I know that last bit because among the few things I learned as a six year old from the process of owning that bird was that parakeets can be sexed by examining the color of their noses about 6 month after they're born.  Alternatively, a great deal of determination and parakeet screaming is required.  It turns out that males of the species are actually the most likely to bond with humans, to talk and to generally do the things that have caused humans to adopt parakeets as a domesticated pet.

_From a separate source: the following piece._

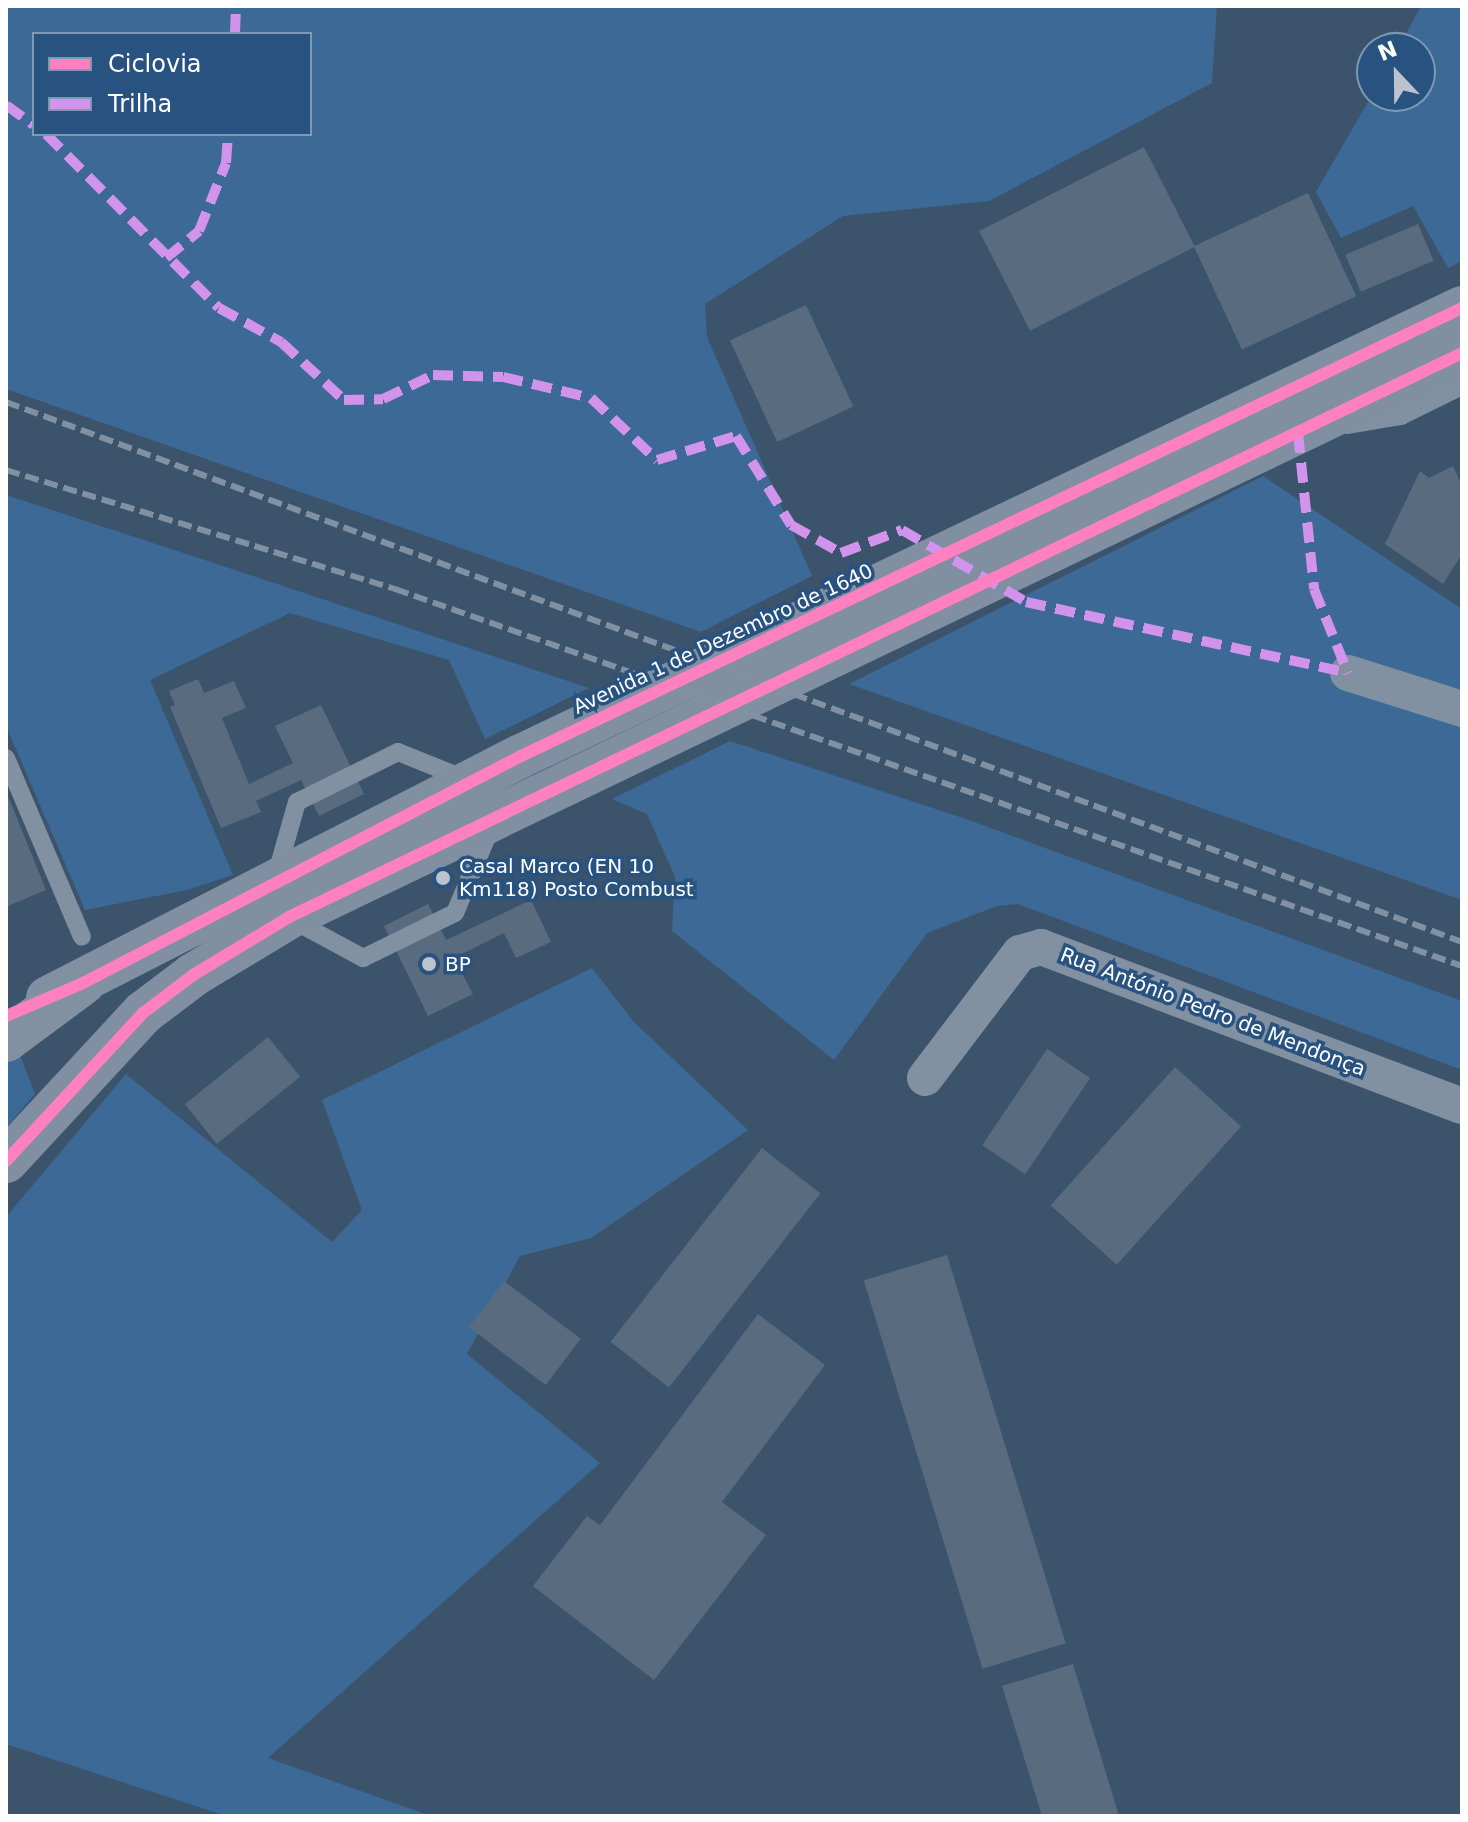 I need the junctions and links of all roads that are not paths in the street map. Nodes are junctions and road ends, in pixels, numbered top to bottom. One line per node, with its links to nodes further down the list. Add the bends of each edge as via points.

Unfortunately for the aspiring pet owner, the nose/beak does not assume the appropriate sex color until the animal is around six months old.  That's typically much older than you want to start with a bird. 

That bird lasted only about four years in our house.  Ten years plus is more common for parakeets.  That was another thing I learned from that bird's presence in my life.  I learned how it feels to lose something you care about, even if you aren't really that involved with it.  It's a life; and then it's gone.  I cried over that bird's passing in a way that I never would have thought I could have.  I think it was because I expected it to be around, vaguely annoying me with the ongoing revelation of my neglect forever.  And of course, some day I'd do better and pay attention to it the way I thought I should.  With the permission and help of landlords, we buried the girl on the property where we lived.

A few years went by and I started bothering my mom for another bird.  This time, we'd get a male and I'd take absolutely excellent care of it.  After all, I was older now.  We went to the pet store, asked for a male and naturally received another female.  This one had all of the first bird's interpersonal "challenges" but also was quite possibly the nastiest, meanest animal I'd ever encountered.  That estimation includes a couple junk yards I used to walk by from time to time that had wicked nasty guard dogs.

Fritz (I remember the gender inappropriate name I gave to this creature) would literally hiss at you if you stopped in the vicinity of her cage.  She was not shy and retiring.  You could count on being attacked for doing her the favor of changing her food, water and grit.  (Parakeets need sand-like grit to aid their digestion.)  And let me tell you, that little...girl could bite.

It looked for a couple years like that miscreant feathered beast, all 30 grams of her, would overwhelm my good intentions.  Or at least give me an excuse to return to form.

Then one day, I decided that her nasty attitude would not stop me from showing her affection.  I can't remember exactly why this became important to me but it surely did. 

I was in high school by this time.  Killing two birds with one stone (and in my heart, that was only partially metaphor), I would put a chair next to her cage, endure a bit of hissing and then read my homework out loud to her.  Eventually I read other things as well, including Copleston's "History of Philosophy" (11 volumes) and Theodore Roethke's "My Papa's Waltz" (a rather brief poem).  She might hold the record for being the best read parakeet in the history of time. 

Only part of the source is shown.